Wednesday, April 8, 2015
Using networks, not trees, to display hybrids
Phylogenetic networks are intended to display reticulate evolutionary histories, rather than strictly divergent or transformational histories. This idea applies both to species and higher taxa (where the ancestors might be inferred), and to individuals and populations (where some of the ancestors might be sampled). However, the literature is still replete with studies that use one or more phylogenetic trees for displaying reticulate phylogenies.
A recent example is shown by: Umer Chaudhry, Elizabeth M. Redman, Muhammad Abbas, Raman Muthusamy, Kamran Ashraf, John S. Gilleard (2015) Genetic evidence for hybridisation between Haemonchus contortus and Haemonchus placei in natural field populations and its implications for interspecies transmission of anthelmintic resistance. International Journal for Parasitology 45: 149-159.
These authors sampled nematode parasites from sheep, goats, cattle and buffaloes at abattoirs in Pakistan and southern India. These parasites were morphologically characterized as being predominantly either Haemonchus contortus or Haemonchus placei. The worms were then genotyped in several ways, including: SNPs of rDNA ITS-2, microsatellite markers, sequences of nuclear isotype-1 of β-tubulin, and sequences of mitochondrial NADH dehydrogenase subunit 4. The genotyping revealed several individual worms that were considered to be inter-species F1 hybrids.
The phylogenetic tree from the β-tubulin sequences is shown in the first figure. There were 25 haplotypes identified among the worms. Most of the worms were homozygous, with haplotypes that were identified as either H. contortus or H. placei. However, five worms were discovered to be heterozygous, with one haplotype considered to have come from each of the species.
The hybrid status of the worms is shown in the phylogenetic tree by having the hybrids appear twice, once for each of their haplotypes, with the other worms appearing only once. Thus, the actual reticulate history is not made visually obvious.

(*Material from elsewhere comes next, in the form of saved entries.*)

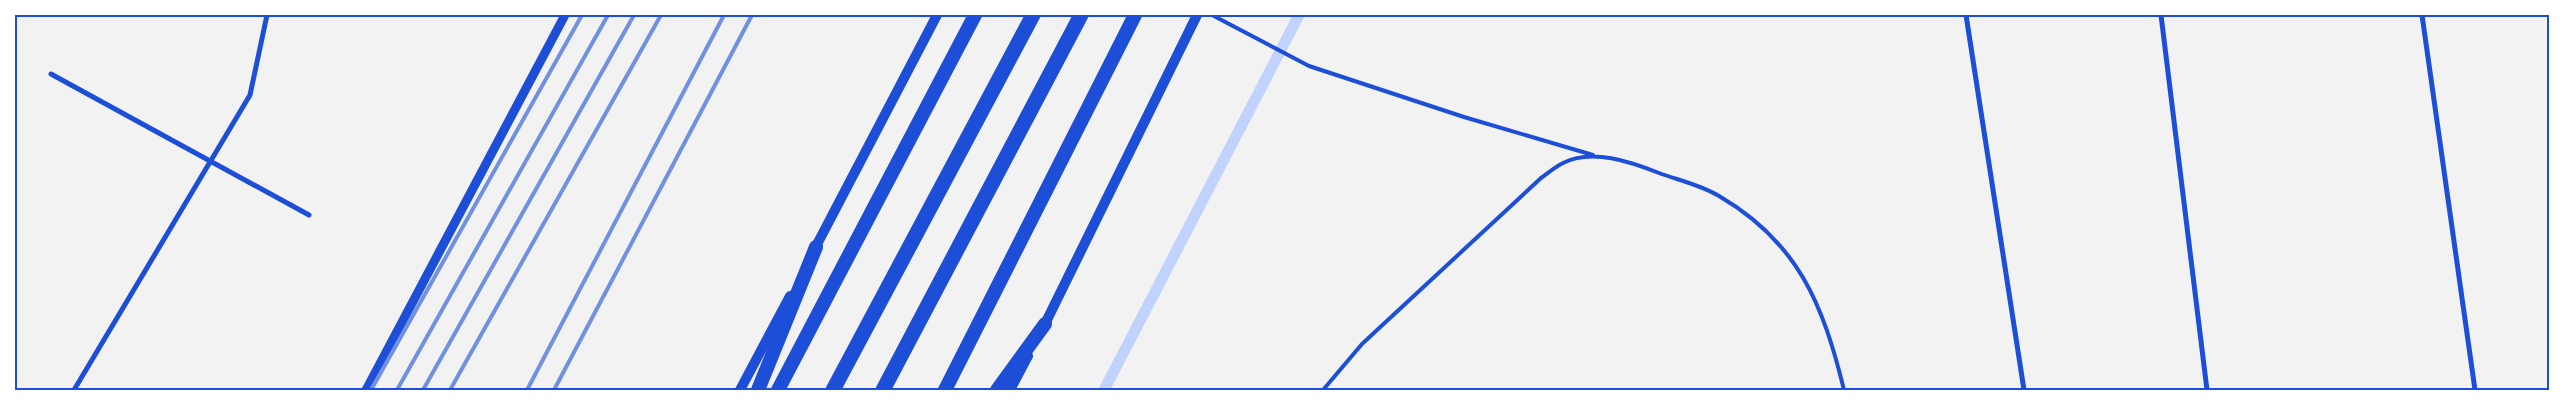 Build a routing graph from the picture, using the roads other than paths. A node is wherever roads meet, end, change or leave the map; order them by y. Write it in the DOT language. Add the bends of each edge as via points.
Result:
graph roads {
  1 [pos="267,15"];
  2 [pos="565,15"];
  3 [pos="937,15"];
  4 [pos="975,15"];
  5 [pos="1033,15"];
  6 [pos="1081,15"];
  7 [pos="1135,15"];
  8 [pos="1197,15"];
  9 [pos="1212,15"];
  10 [pos="1966,15"];
  11 [pos="2161,15"];
  12 [pos="2422,15"];
  13 [pos="51,74"];
  14 [pos="1596,156"];
  15 [pos="211,160"];
  16 [pos="309,215"];
  17 [pos="816,247"];
  18 [pos="1045,324"];
  19 [pos="74,390"];
  20 [pos="366,390"];
  21 [pos="740,390"];
  22 [pos="758,390"];
  23 [pos="778,390"];
  24 [pos="833,390"];
  25 [pos="884,390"];
  26 [pos="945,390"];
  27 [pos="997,390"];
  28 [pos="1010,390"];
  29 [pos="1323,390"];
  30 [pos="1844,390"];
  31 [pos="2024,390"];
  32 [pos="2207,390"];
  33 [pos="2475,390"];
  1 -- 15 [label="street" via="250,95"];
  2 -- 20 [label="street"];
  3 -- 17 [label="main road"];
  4 -- 23 [label="highway"];
  5 -- 24 [label="highway"];
  6 -- 25 [label="highway"];
  7 -- 26 [label="highway"];
  8 -- 18 [label="main road"];
  9 -- 14 [label="lane" via="1309,66"];
  10 -- 31 [label="street"];
  11 -- 32 [label="street"];
  12 -- 33 [label="street"];
  13 -- 15 [label="street"];
  14 -- 29 [label="lane" via="1564,162 1541,178 1362,344"];
  14 -- 30 [label="lane" via="1640,166 1718,195 1761,224 1792,259 1817,301"];
  15 -- 16 [label="street"];
  15 -- 19 [label="street"];
  17 -- 21 [label="main road"];
  17 -- 22 [label="highway"];
  18 -- 27 [label="highway"];
  18 -- 28 [label="main road"];
} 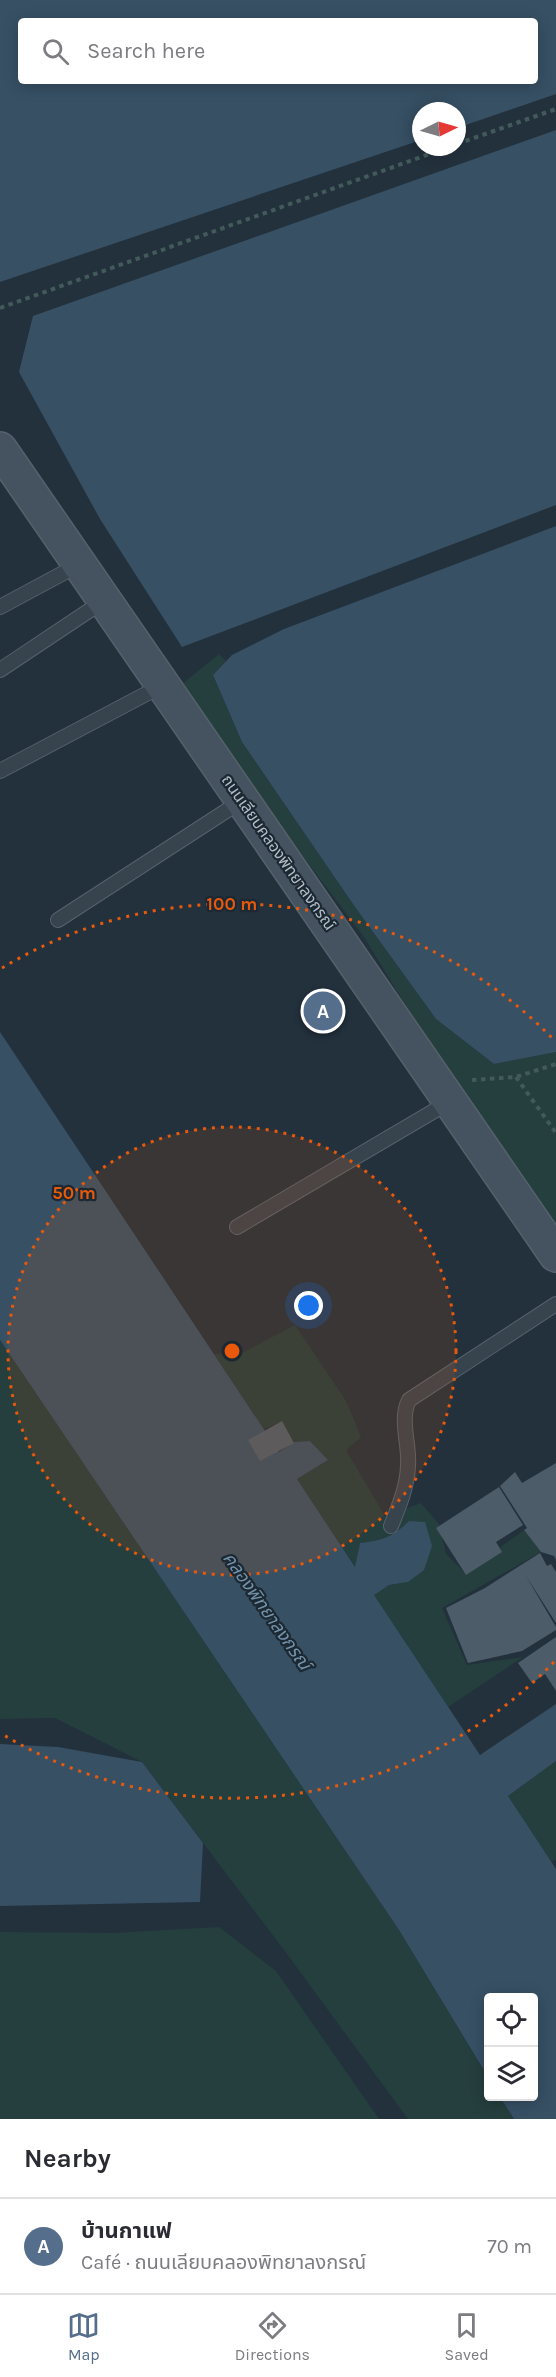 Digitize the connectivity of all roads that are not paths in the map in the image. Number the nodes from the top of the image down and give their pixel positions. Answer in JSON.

A better approach would be to use a phylogenetic network. This is straightforward in this case. From the perspective of the worms (rather than the haplotypes), the phylogenetic tree is a so-called MUL-tree, in which some of the taxon labels appear multiple times (and some appear only once). The labels that appear once represent homozygous worms, which can be seen as being "monoploid" for this locus. The labels that appear twice represent heterozygous worms, which can be seen as being "diploid".
MUL-trees where the labels represent different ploidy levels can easily be turned into a network using the Padre program. The result is shown in the next figure, which is therefore a hybridization network.

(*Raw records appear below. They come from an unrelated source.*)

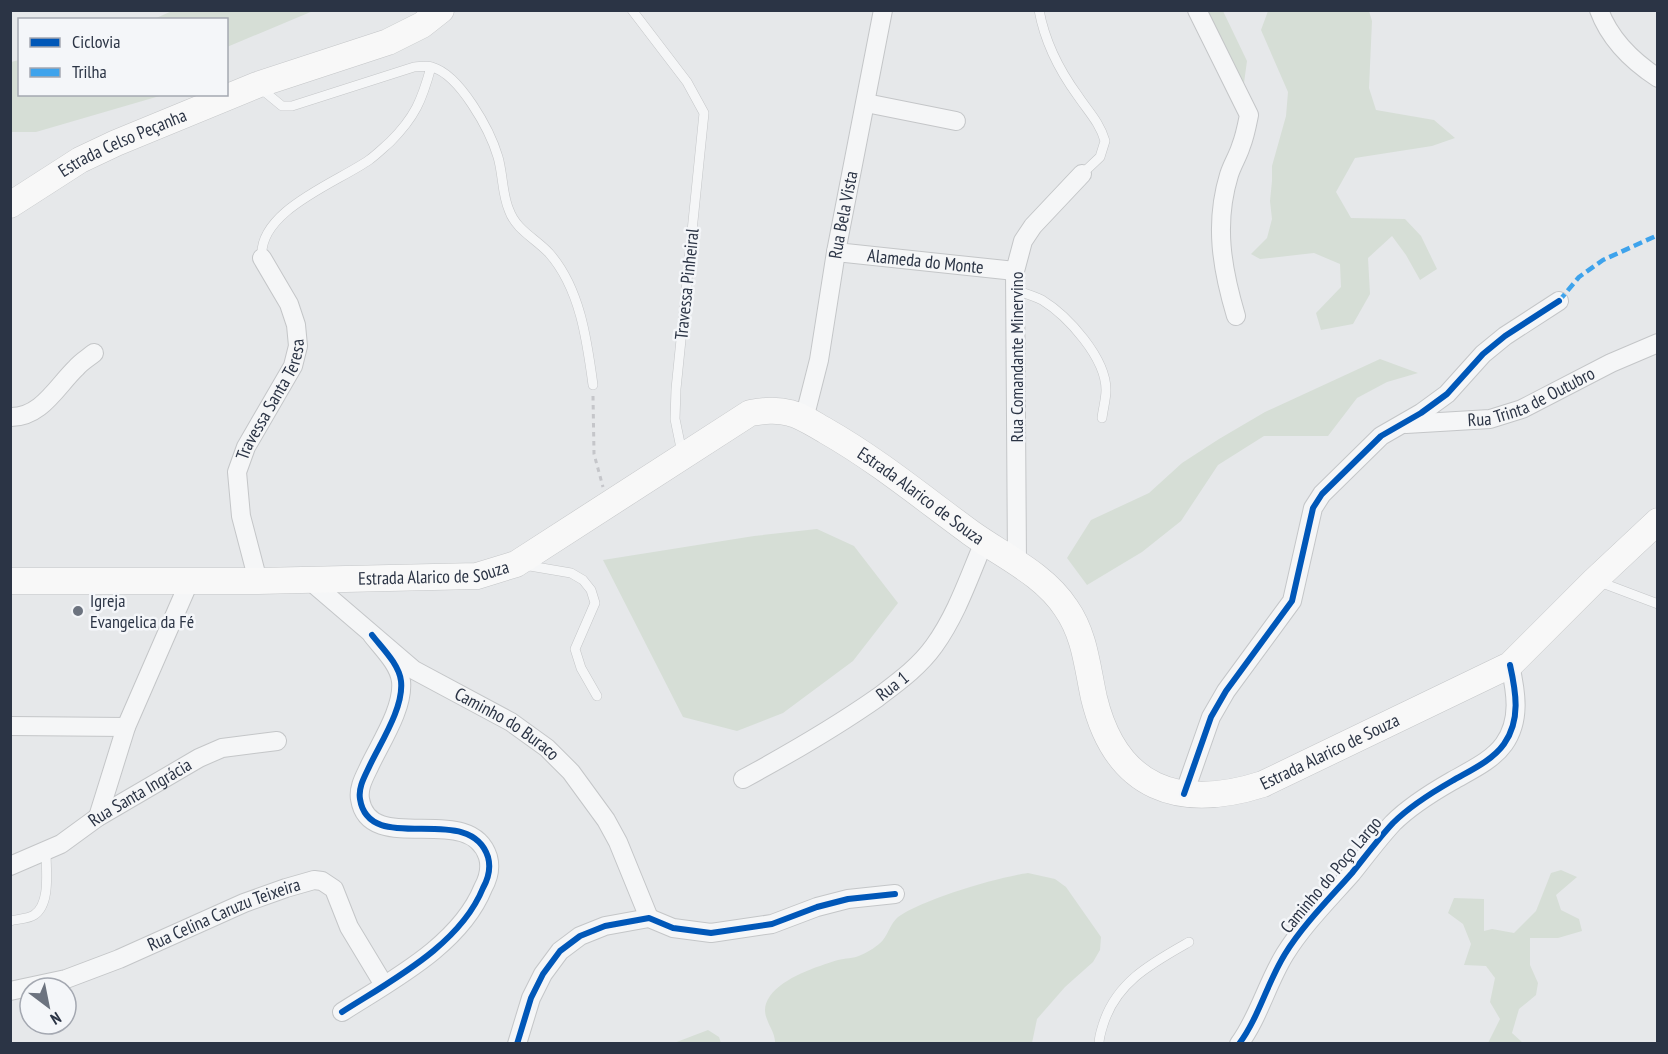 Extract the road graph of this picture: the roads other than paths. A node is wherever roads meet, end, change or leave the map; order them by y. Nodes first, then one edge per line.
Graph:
1 (441, 10) edge
2 (632, 10) edge
3 (883, 10) edge
4 (1039, 10) edge
5 (1197, 10) edge
6 (1599, 10) edge
7 (431, 67) junction
8 (1658, 78) edge
9 (257, 86) junction
10 (866, 103) junction
11 (956, 121) dead end
12 (1082, 174) joint
13 (10, 206) edge
14 (836, 252) junction
15 (262, 258) joint
16 (1015, 271) junction
17 (1015, 290) junction
18 (1559, 301) dead end
19 (1236, 316) dead end
20 (1658, 344) edge
21 (94, 353) dead end
22 (593, 385) road end
23 (10, 417) edge
24 (1102, 418) dead end
25 (804, 419) junction
26 (1398, 425) junction
27 (683, 455) junction
28 (1658, 521) edge
29 (984, 542) junction
30 (516, 564) junction
31 (1017, 564) junction
32 (10, 580) edge
33 (190, 580) junction
34 (309, 580) junction
35 (1595, 580) junction
36 (258, 581) junction
37 (1658, 604) edge
38 (372, 635) junction
39 (1510, 665) junction
40 (597, 696) dead end
41 (10, 726) edge
42 (126, 727) junction
43 (278, 741) dead end
44 (743, 779) dead end
45 (1184, 794) junction
46 (98, 817) junction
47 (46, 852) junction
48 (10, 866) edge
49 (895, 894) dead end
50 (649, 918) junction
51 (10, 921) edge
52 (1189, 942) dead end
53 (384, 985) junction
54 (10, 991) edge
55 (342, 1012) dead end
56 (517, 1044) edge
57 (1099, 1044) edge
58 (1239, 1044) edge

1 - 9 main road, Estrada Celso Peçanha
2 - 27 lane, Travessa Pinheiral
3 - 10 street, Rua Bela Vista
4 - 12 lane
5 - 19 street
6 - 8 street
7 - 9 lane
7 - 15 lane
7 - 22 lane
9 - 13 main road, Estrada Celso Peçanha
10 - 11 street
10 - 14 street, Rua Bela Vista
12 - 16 street, Rua Comandante Minervino
14 - 16 street, Alameda do Monte
14 - 25 street, Rua Bela Vista
15 - 36 street, Travessa Santa Teresa
16 - 17 street, Rua Comandante Minervino
17 - 24 lane
17 - 31 street, Rua Comandante Minervino
18 - 26 street, Rua Trinta de Outubro
20 - 26 street, Rua Trinta de Outubro
21 - 23 street
25 - 27 main road, Estrada Alarico de Souza
25 - 29 main road, Estrada Alarico de Souza
26 - 45 street, Rua Trinta de Outubro
27 - 30 main road, Estrada Alarico de Souza
28 - 35 main road, Estrada Alarico de Souza
29 - 31 main road, Estrada Alarico de Souza
29 - 44 street, Rua 1
30 - 34 main road, Estrada Alarico de Souza
30 - 40 lane
31 - 45 main road, Estrada Alarico de Souza
32 - 33 main road, Estrada Alarico de Souza
33 - 36 main road, Estrada Alarico de Souza
33 - 42 street
34 - 36 main road, Estrada Alarico de Souza
34 - 38 street, Caminho do Buraco
35 - 37 lane
35 - 39 main road, Estrada Alarico de Souza
38 - 50 street, Caminho do Buraco
38 - 53 street
39 - 45 main road, Estrada Alarico de Souza
39 - 58 street, Caminho do Poço Largo
41 - 42 street
42 - 46 street
43 - 46 street, Rua Santa Ingrácia
46 - 47 street, Rua Santa Ingrácia
47 - 48 street, Rua Santa Ingrácia
47 - 51 lane
49 - 50 street
50 - 56 street
52 - 57 lane
53 - 54 street, Rua Celina Caruzu Teixeira
53 - 55 street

The actual history of the worms is now clear. Interestingly, one of the hybridization events seems to be older than the other four.
As an aside, it is also worth pointing out a mis-interpretation of the phylogenetic tree produced from the mitochondrial ND4 sequences. This tree is shown in the next figure — I have added the annotations at the right.

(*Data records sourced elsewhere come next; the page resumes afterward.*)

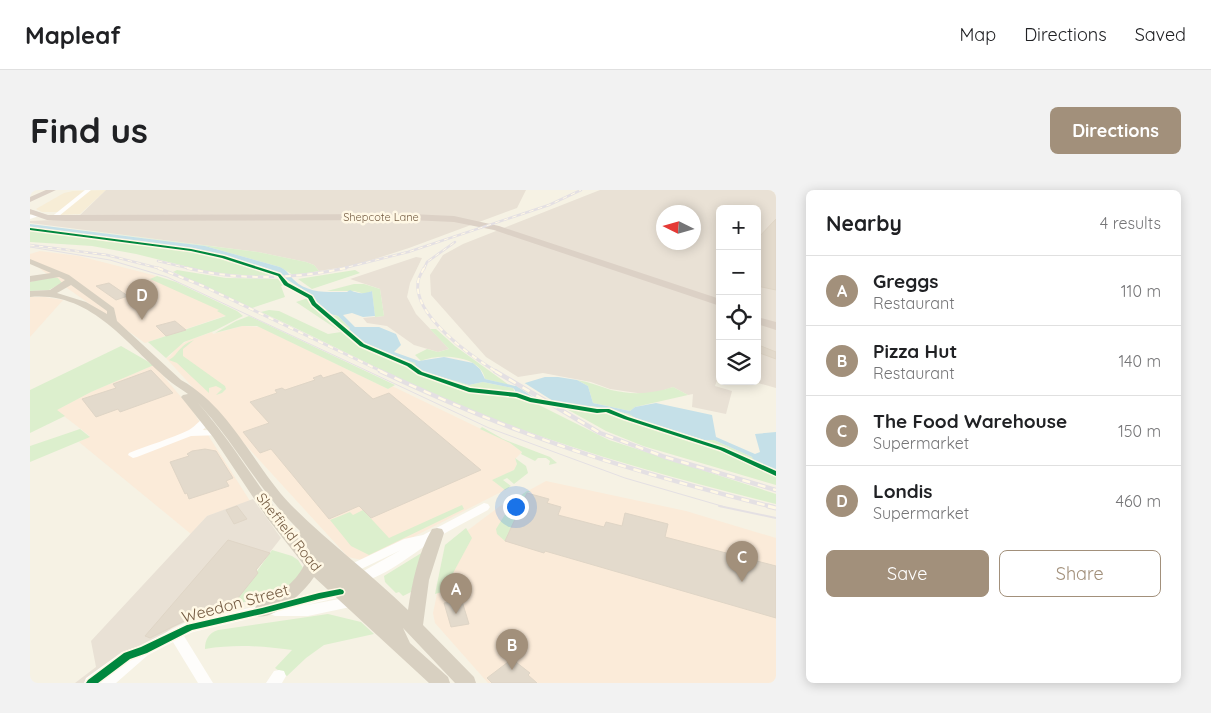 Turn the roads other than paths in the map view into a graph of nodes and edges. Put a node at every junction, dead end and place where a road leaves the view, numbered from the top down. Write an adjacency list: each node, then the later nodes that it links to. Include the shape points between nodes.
1 (88, 190): 3 (street)
2 (32, 215): 3 (highway, Shepcote Lane)
3 (54, 218): 10 (highway, Shepcote Lane, via 403,218 453,221 492,230)
4 (30, 261): 5 (main road)
5 (59, 275): 6 (main road); 7 (main road)
6 (30, 279)
7 (69, 280): 9 (main road, via 62,287); 12 (main road, via 111,310)
8 (30, 294): 9 (main road)
9 (42, 294): 12 (main road, via 77,300)
10 (716, 304)
11 (761, 317): 14 (highway)
12 (113, 320): 16 (main road, Sheffield Road)
13 (761, 321): 15 (highway)
14 (776, 322)
15 (776, 326)
16 (177, 382): 17 (main road, Sheffield Road); 24 (main road, Sheffield Road, via 186,386 218,417 270,490 302,523 308,538)
17 (208, 419): 18 (street); 19 (main road, Sheffield Road)
18 (190, 433): 19 (street); 20 (street)
19 (217, 433): 23 (main road, Sheffield Road, via 284,531)
20 (133, 455)
21 (484, 507): 22 (street, Weedon Street)
22 (432, 536): 24 (street, Weedon Street, via 402,557); 26 (main road)
23 (312, 565): 24 (main road, Sheffield Road); 25 (main road, via 305,580)
24 (348, 584): 25 (street, Weedon Street, via 308,611); 26 (main road, via 379,592); 32 (main road, via 405,649)
25 (262, 611): 27 (street, Weedon Street, via 210,621)
26 (414, 628): 33 (main road)
27 (176, 634): 28 (street, Weedon Street); 31 (street)
28 (144, 650): 29 (street, Weedon Street, via 119,660); 30 (street, Weedon Street)
29 (91, 683)
30 (105, 683)
31 (206, 683)
32 (441, 683)
33 (467, 683)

The phylogeny shows 12 haplotypes considered to be H. contortus and 14 haplotypes considered to be H. placei. One of the hybrids clearly has a H. contortus haplotype, indicating that its maternal parent came from this species. However, the other four hybrids cannot be unequivocally identified as having H. placei mothers (as claimed by the authors), as their haplotypes are all sisters to the H. placei haplotypes — all of the H. placei haplotypes share a common ancestor that is not shared with the hybrids. Given the root of the tree, H. placei is a more likely identification than is H. contortus, but the tree does not provide unequivocal evidence.